The 10th International Media Awards

On the 28th of June, the 10th edition of the International Media Awards were held at Whitehall, London. With guests attending from all over the world, including Russia, Israel, Afghanistan and Libya, the ceremony was a great spectacle of diversity. The ceremony was indeed a microcosm of the greater Middle East, the disparate nationalities and ethnicities of all those who participated reflected the vast array of people that call the region home. In an increasingly exclusionary, protectionist modern political landscape, this evening serves as a sharp contrast, offering a glimmer of hope to all of us who have been saddened by the current state of middle-eastern affairs, and those of us who are discontent with recent geopolitical developments.

The evening was not short of entertainment either, throughout the dinner multiple awards were given to deserving journalists, ranging from those who have just embarked on a journalistic career to those more seasoned, with some boasting 25+ year careers.

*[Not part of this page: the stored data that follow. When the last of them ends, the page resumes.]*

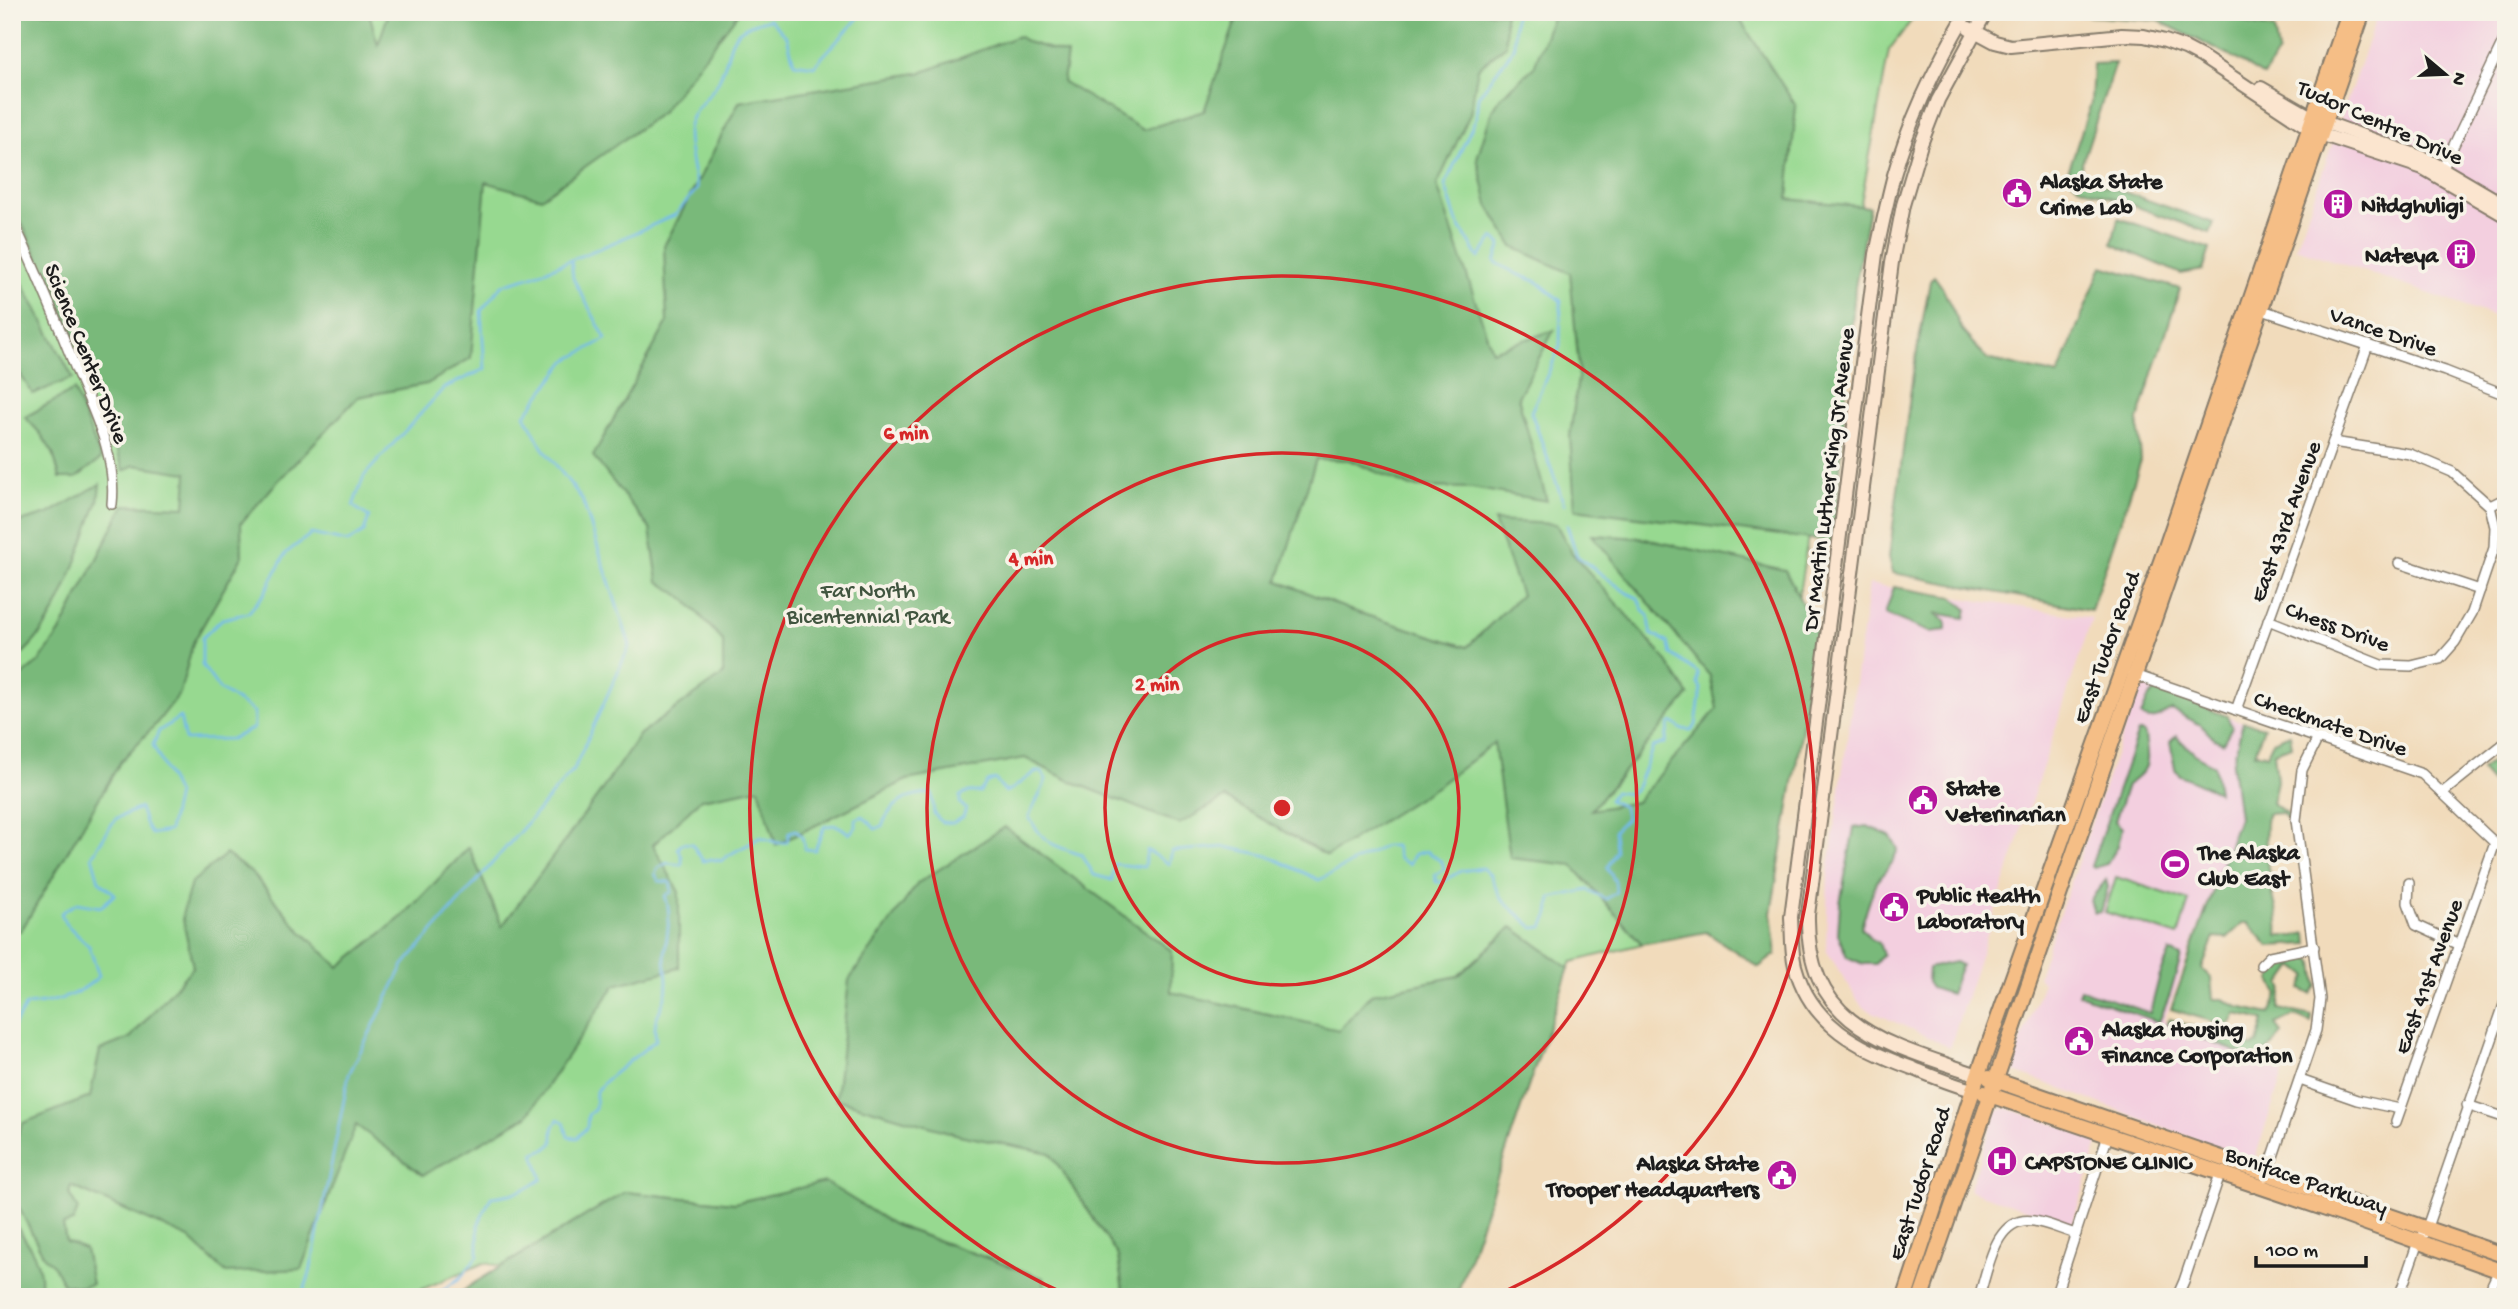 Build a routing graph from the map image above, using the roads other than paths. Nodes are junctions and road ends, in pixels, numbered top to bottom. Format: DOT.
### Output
graph roads {
  1 [pos="1986,12"];
  2 [pos="2349,12"];
  3 [pos="2363,12"];
  4 [pos="1964,18"];
  5 [pos="1975,31"];
  6 [pos="2506,36"];
  7 [pos="1915,115"];
  8 [pos="2317,126"];
  9 [pos="2442,172"];
  10 [pos="1907,192"];
  11 [pos="2506,206"];
  12 [pos="2506,216"];
  13 [pos="12,219"];
  14 [pos="2255,307"];
  15 [pos="2368,345"];
  16 [pos="2506,395"];
  17 [pos="2333,442"];
  18 [pos="2506,498"];
  19 [pos="112,504"];
  20 [pos="2490,506"];
  21 [pos="2399,563"];
  22 [pos="2480,590"];
  23 [pos="2268,620"];
  24 [pos="2121,671"];
  25 [pos="2136,676"];
  26 [pos="2236,710"];
  27 [pos="2318,738"];
  28 [pos="2506,742"];
  29 [pos="2442,793"];
  30 [pos="2495,843"];
  31 [pos="2506,847"];
  32 [pos="2409,883"];
  33 [pos="2459,945"];
  34 [pos="2314,947"];
  35 [pos="2261,965"];
  36 [pos="2506,999"];
  37 [pos="1978,1074"];
  38 [pos="2300,1080"];
  39 [pos="1996,1081"];
  40 [pos="1973,1090"];
  41 [pos="1991,1096"];
  42 [pos="2467,1105"];
  43 [pos="2400,1109"];
  44 [pos="2506,1118"];
  45 [pos="2396,1122"];
  46 [pos="2109,1135"];
  47 [pos="2220,1174"];
  48 [pos="2265,1181"];
  49 [pos="2076,1234"];
  50 [pos="2422,1236"];
  51 [pos="2506,1256"];
  52 [pos="2502,1272"];
  53 [pos="2492,1285"];
  54 [pos="1905,1297"];
  55 [pos="1921,1297"];
  56 [pos="1979,1297"];
  57 [pos="2055,1297"];
  58 [pos="2177,1297"];
  59 [pos="2399,1297"];
  1 -- 5 [label="street, Dr Martin Luther King Jr Avenue"];
  2 -- 8 [label="main road, East Tudor Road"];
  3 -- 8 [label="main road, East Tudor Road"];
  4 -- 5 [label="street, Tudor Centre Drive"];
  4 -- 7 [label="street, Dr Martin Luther King Jr Avenue"];
  5 -- 8 [label="street, Tudor Centre Drive"];
  5 -- 10 [label="street, Dr Martin Luther King Jr Avenue"];
  6 -- 9 [label="street"];
  7 -- 10 [label="street"];
  7 -- 40 [label="street, Dr Martin Luther King Jr Avenue"];
  8 -- 9 [label="street, Tudor Centre Drive"];
  8 -- 14 [label="main road, East Tudor Road"];
  9 -- 11 [label="street, Tudor Centre Drive"];
  9 -- 12 [label="street, Tudor Centre Drive"];
  10 -- 37 [label="street, Dr Martin Luther King Jr Avenue"];
  13 -- 19 [label="street, Science Center Drive"];
  14 -- 15 [label="street, Vance Drive"];
  14 -- 24 [label="main road, East Tudor Road"];
  14 -- 25 [label="main road, East Tudor Road"];
  15 -- 16 [label="street, Vance Drive"];
  15 -- 17 [label="street, East 43rd Avenue"];
  17 -- 20 [label="street"];
  17 -- 23 [label="street, East 43rd Avenue"];
  18 -- 20 [label="street"];
  20 -- 22 [label="street"];
  21 -- 22 [label="street"];
  22 -- 23 [label="street, Chess Drive"];
  23 -- 26 [label="street, East 43rd Avenue"];
  24 -- 25 [label="street, Checkmate Drive"];
  24 -- 37 [label="main road, East Tudor Road"];
  25 -- 26 [label="street, Checkmate Drive"];
  25 -- 39 [label="main road, East Tudor Road"];
  26 -- 27 [label="street, Checkmate Drive"];
  27 -- 29 [label="street, Checkmate Drive"];
  27 -- 34 [label="street"];
  28 -- 29 [label="street"];
  29 -- 30 [label="street, Checkmate Drive"];
  30 -- 31 [label="street, Checkmate Drive"];
  30 -- 33 [label="street, East 41st Avenue"];
  32 -- 33 [label="street"];
  33 -- 43 [label="street, East 41st Avenue"];
  34 -- 35 [label="street"];
  34 -- 38 [label="street"];
  36 -- 42 [label="street"];
  37 -- 39 [label="main road, Boniface Parkway"];
  37 -- 40 [label="main road, East Tudor Road"];
  38 -- 43 [label="street"];
  38 -- 48 [label="street"];
  39 -- 41 [label="main road, East Tudor Road"];
  39 -- 48 [label="main road, Boniface Parkway"];
  40 -- 41 [label="main road, Boniface Parkway"];
  40 -- 54 [label="main road, East Tudor Road"];
  41 -- 46 [label="main road, Boniface Parkway"];
  41 -- 55 [label="main road, East Tudor Road"];
  42 -- 44 [label="street"];
  42 -- 50 [label="street"];
  43 -- 45 [label="street, East 41st Avenue"];
  46 -- 47 [label="main road, Boniface Parkway"];
  46 -- 49 [label="street"];
  47 -- 48 [label="main road, Boniface Parkway"];
  47 -- 58 [label="street"];
  48 -- 50 [label="main road, Boniface Parkway"];
  49 -- 56 [label="street"];
  49 -- 57 [label="street"];
  50 -- 51 [label="main road, Boniface Parkway"];
  50 -- 52 [label="main road, Boniface Parkway"];
  50 -- 59 [label="street"];
  52 -- 53 [label="street"];
} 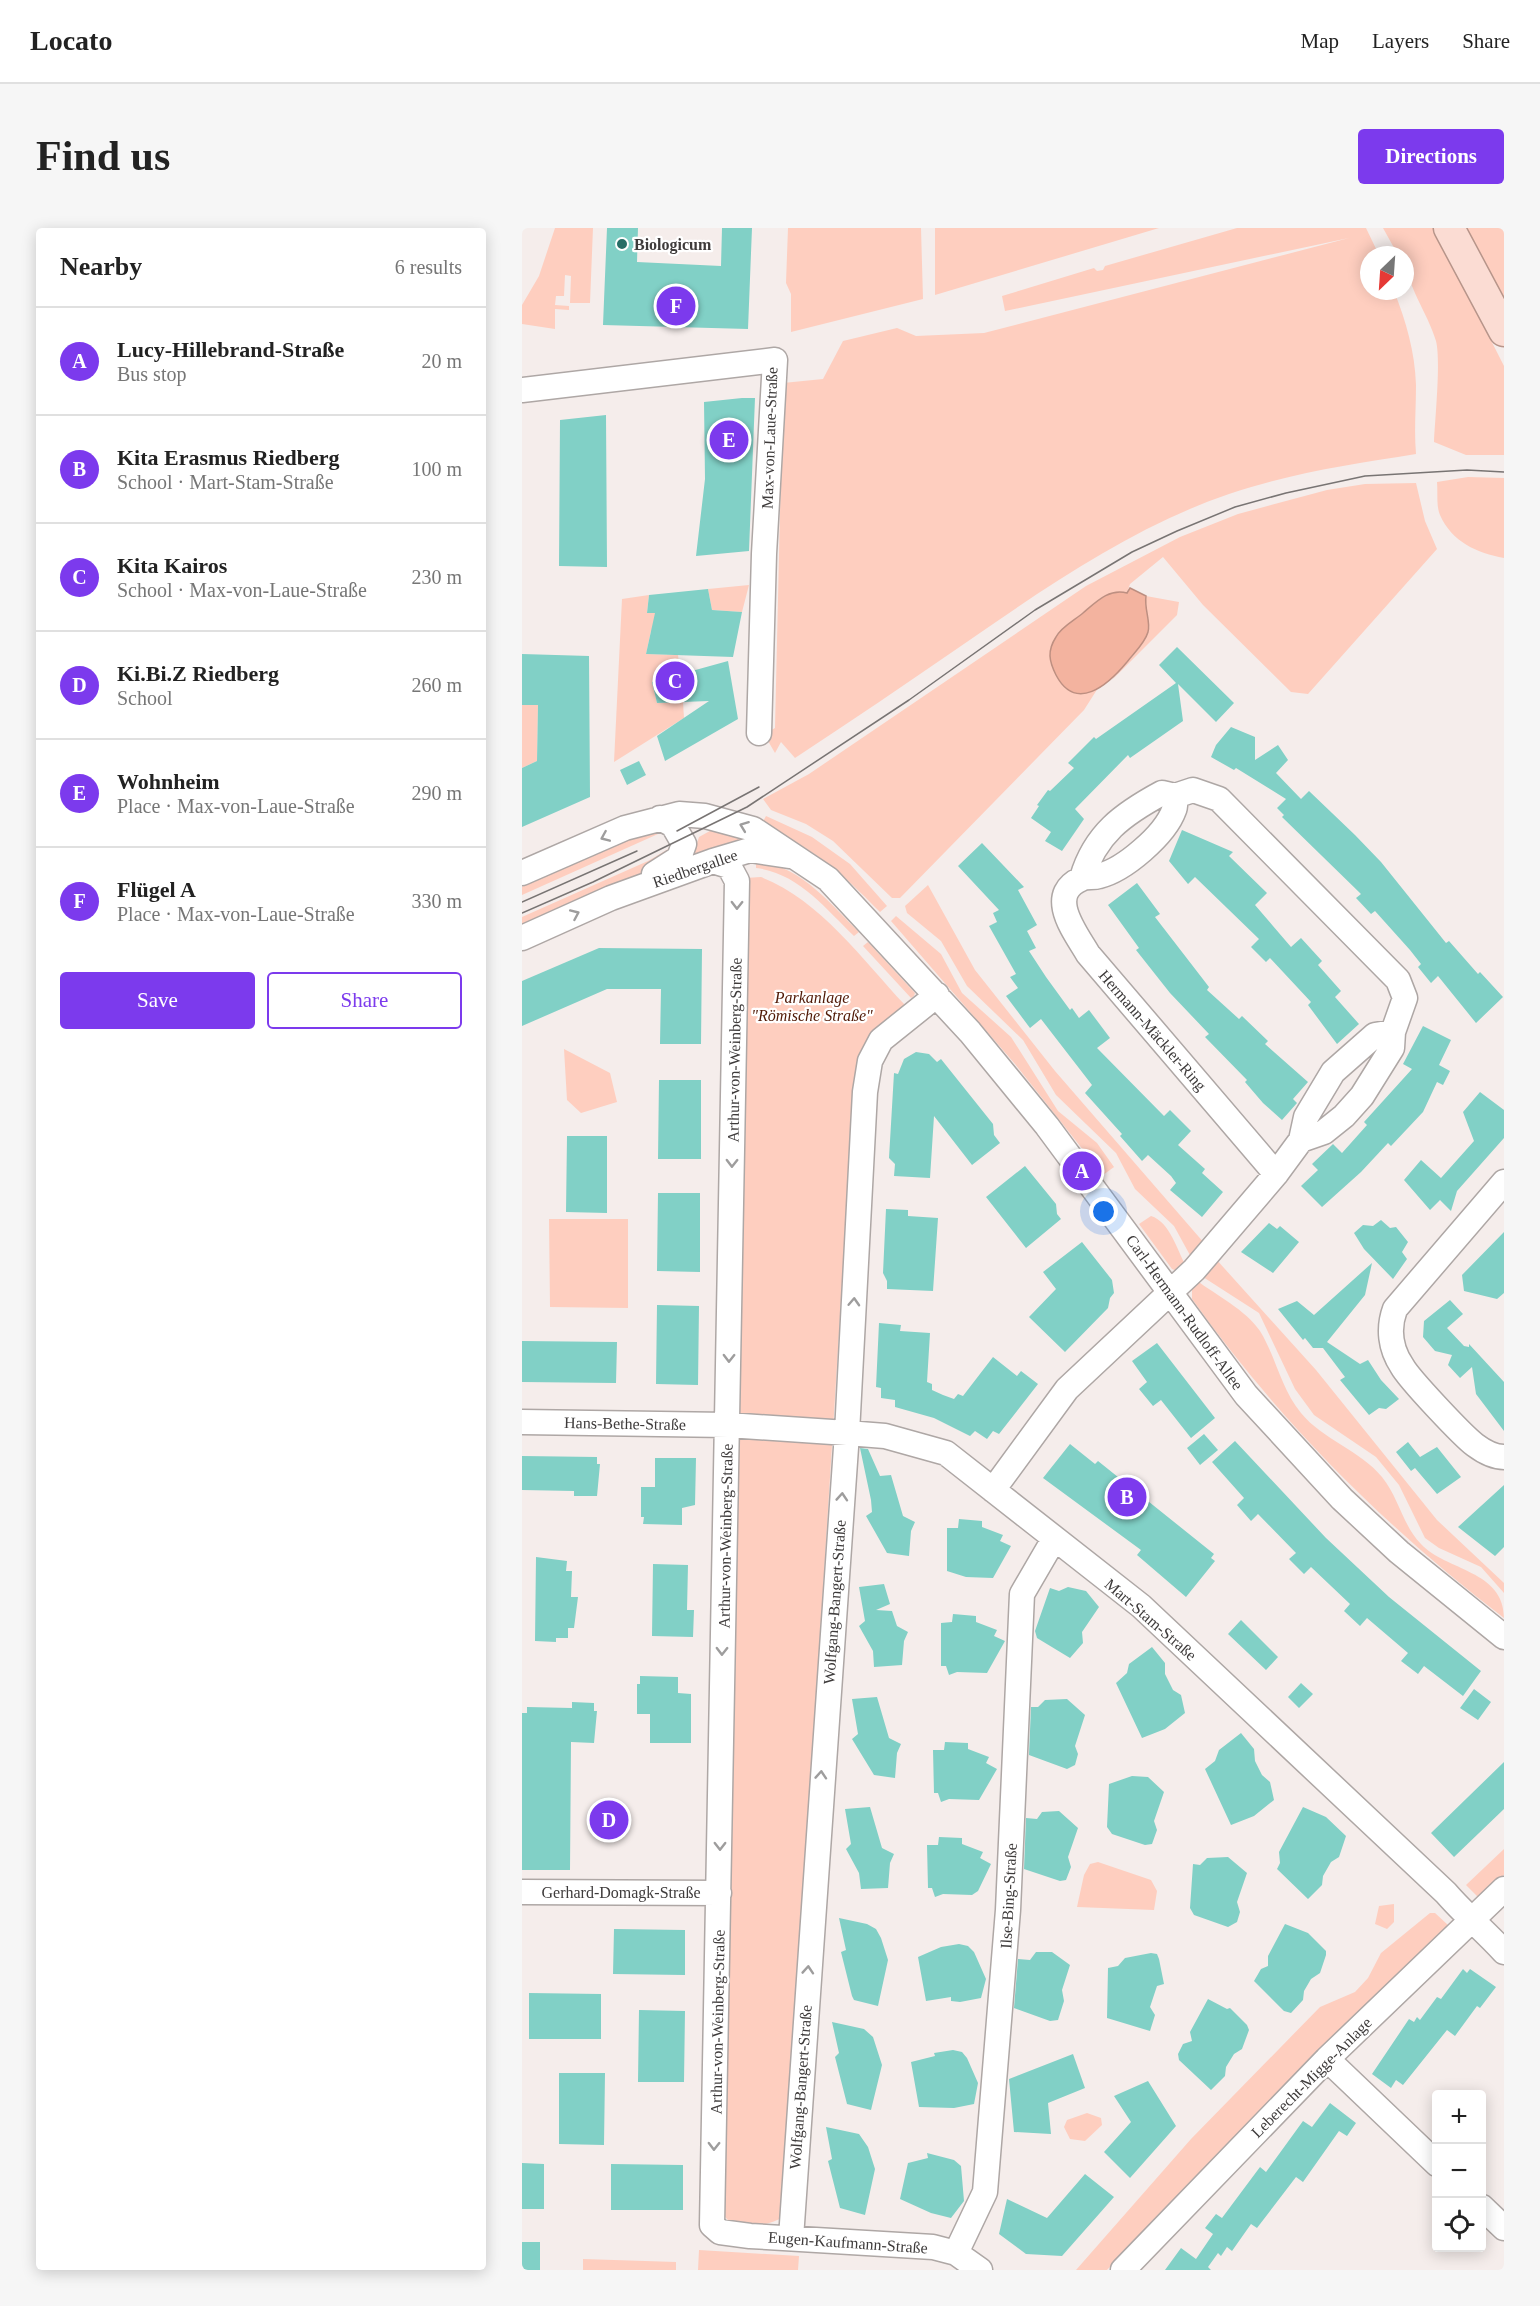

Correspondents, documentary producers, and broadcasters were all recognised during the night. It is imperative these professionals are recognised for the work they do. They consistently risk their lives for the sake of uncovering the truth on complex conflicts and help us make sense of an increasingly interconnected world. Through credible, honest storytelling the winners have drawn our attention towards humanitarian crises whether they be in Yemen or Syria, the plight of those living under IS rule in Iraq and also highlighted the injustices some Palestinians face in everyday life.

Among the winners was Lyse Doucet, an accomplished broadcaster and frontline journalist, and is currently the BBC’s Chief International Correspondent. She won the ‘Outstanding Contribution to Broadcasting’ award, which rewards those who have had an illustrious career in the field of journalism. Throughout her career, Lyse has upheld the universal media virtues of integrity, honesty and impartiality. She is a figure of the industry and an idol to many young journalists looking to begin their careers.

There was also a moment of profound reflection. During the 4-year International Media Awards hiatus, there have been over 100 media related murders in the Middle-East. This number serves to indicate the deteriorating security conditions for media personnel in the region. But it simultaneously, allows us to appreciate the dangerous but vital work these journalists undertake. The sorry state of freedom of speech in the region is disheartening, but as the International Media Awards have indicated: The Middle-Eastern region has been ushered into a new era of information and wide-spread knowledge, there has been a huge influx of young journalists breaking through evinced by the young set of winners this year. Those who are brave, courageous, and those who will always stand in the face of adversity to retell the stories of the unfortunate to those of us who are much more fortunate. It is safe to say that the future of journalism is in good hands.